__Work order__. How many lines of the entries hold the string "index"? Reply with the number alone.

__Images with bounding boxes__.
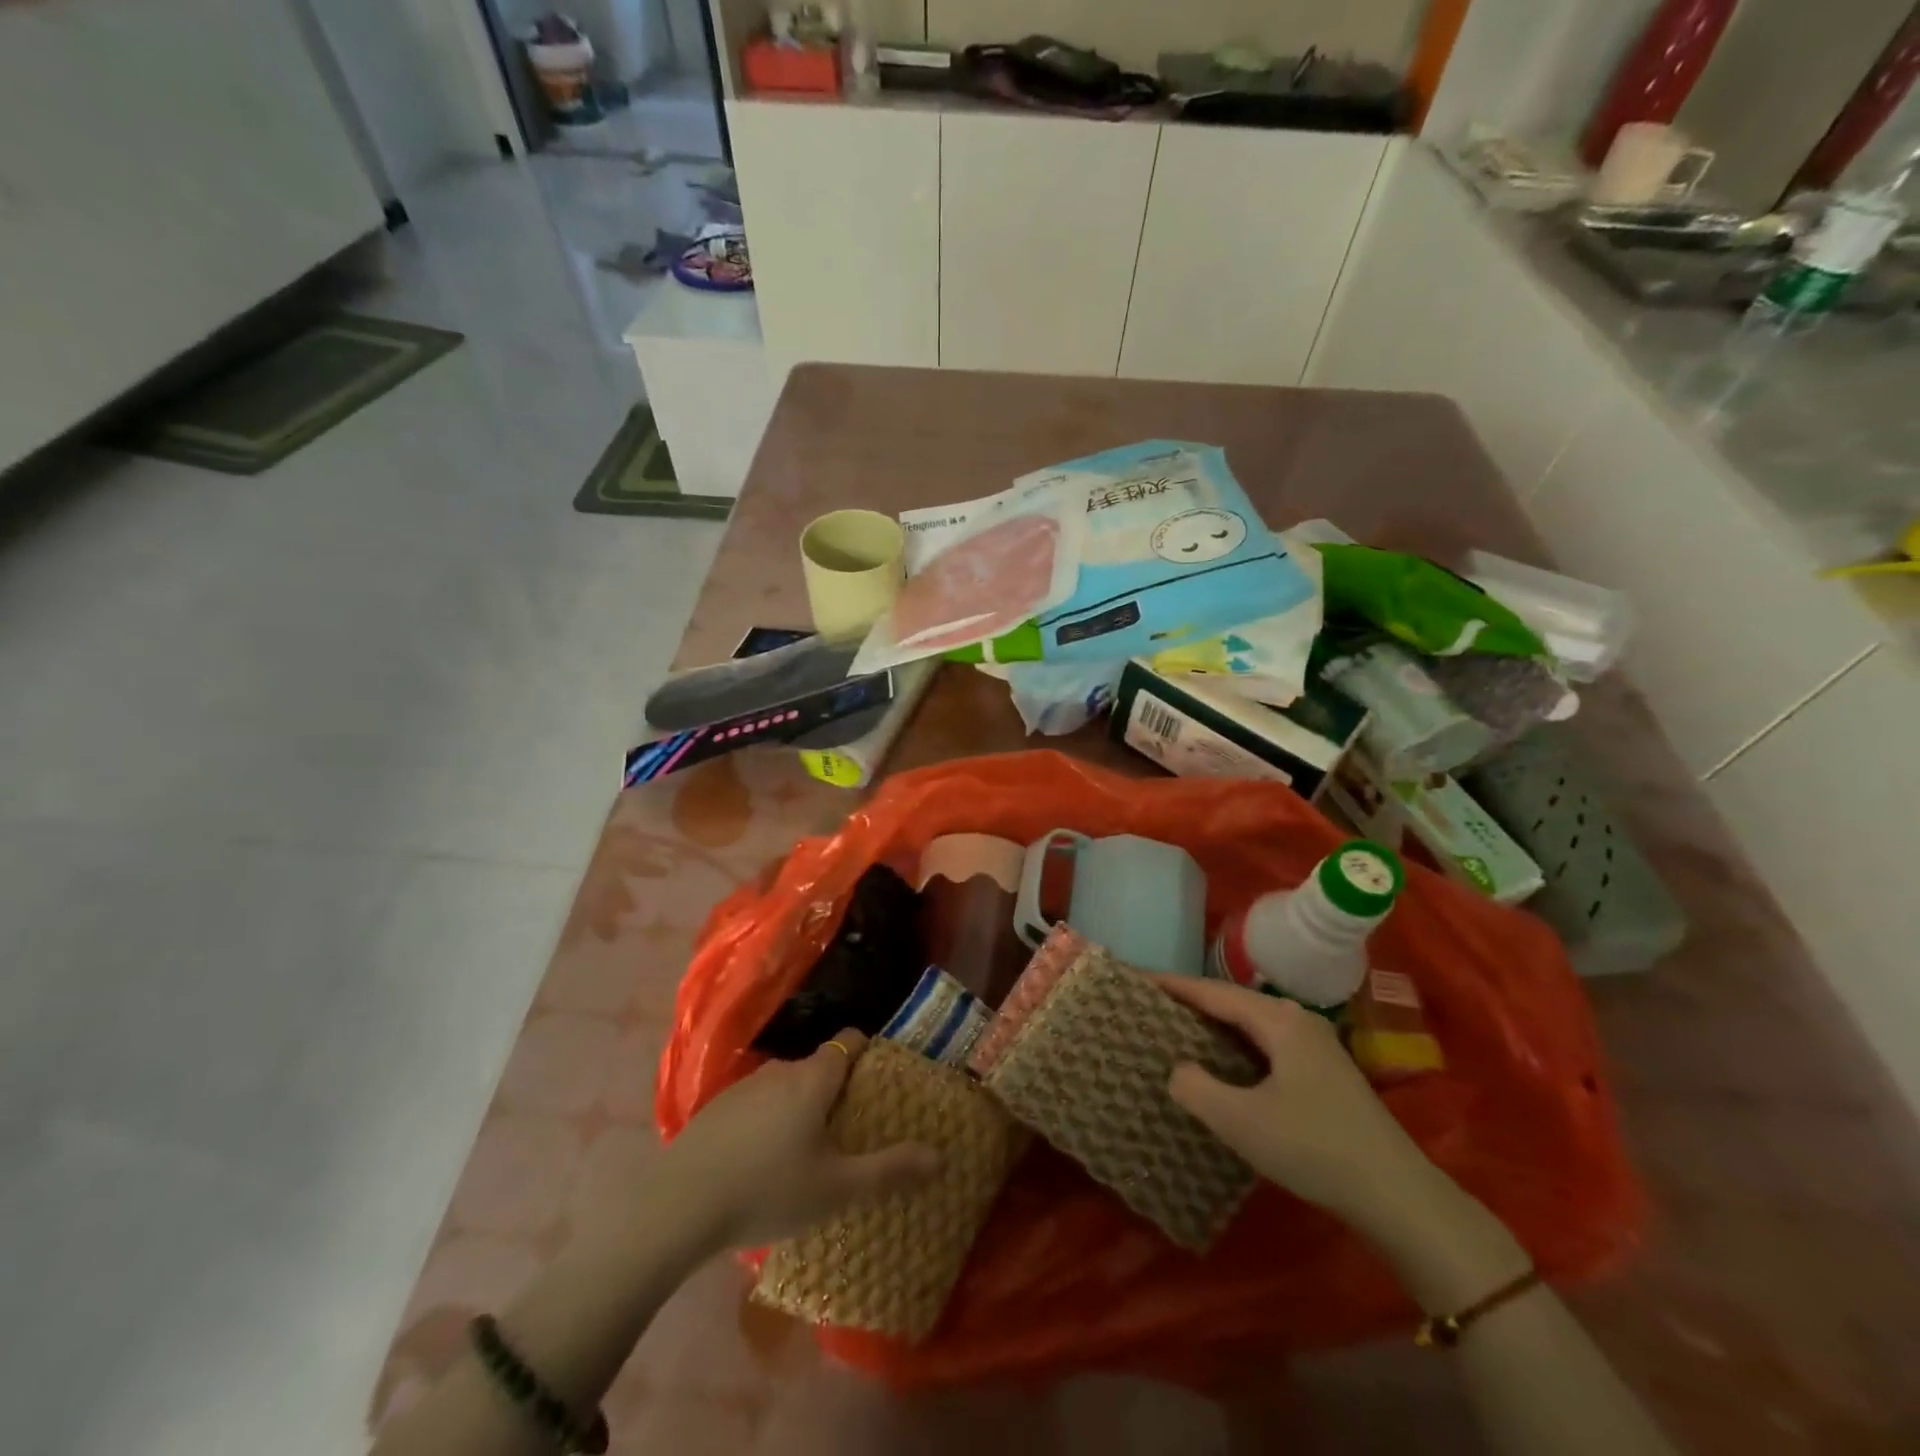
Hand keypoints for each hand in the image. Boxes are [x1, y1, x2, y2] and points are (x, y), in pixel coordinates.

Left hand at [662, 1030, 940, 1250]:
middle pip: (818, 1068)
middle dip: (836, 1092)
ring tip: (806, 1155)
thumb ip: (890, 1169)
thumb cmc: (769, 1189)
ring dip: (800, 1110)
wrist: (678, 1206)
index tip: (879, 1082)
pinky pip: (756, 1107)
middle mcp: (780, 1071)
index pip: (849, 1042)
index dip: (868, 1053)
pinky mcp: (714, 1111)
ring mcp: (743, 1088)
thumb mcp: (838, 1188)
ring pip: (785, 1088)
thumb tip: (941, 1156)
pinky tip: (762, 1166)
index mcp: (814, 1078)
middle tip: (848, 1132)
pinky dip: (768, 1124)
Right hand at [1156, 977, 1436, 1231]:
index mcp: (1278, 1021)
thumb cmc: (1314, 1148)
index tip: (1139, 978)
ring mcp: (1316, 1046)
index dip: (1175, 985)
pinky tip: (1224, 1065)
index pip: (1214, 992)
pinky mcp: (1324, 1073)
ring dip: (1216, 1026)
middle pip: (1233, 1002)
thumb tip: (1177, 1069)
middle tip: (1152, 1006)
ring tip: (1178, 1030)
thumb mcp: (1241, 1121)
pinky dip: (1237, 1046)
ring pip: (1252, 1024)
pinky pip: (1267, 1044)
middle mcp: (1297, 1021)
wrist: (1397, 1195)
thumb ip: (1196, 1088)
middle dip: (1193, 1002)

__Written answer__. 8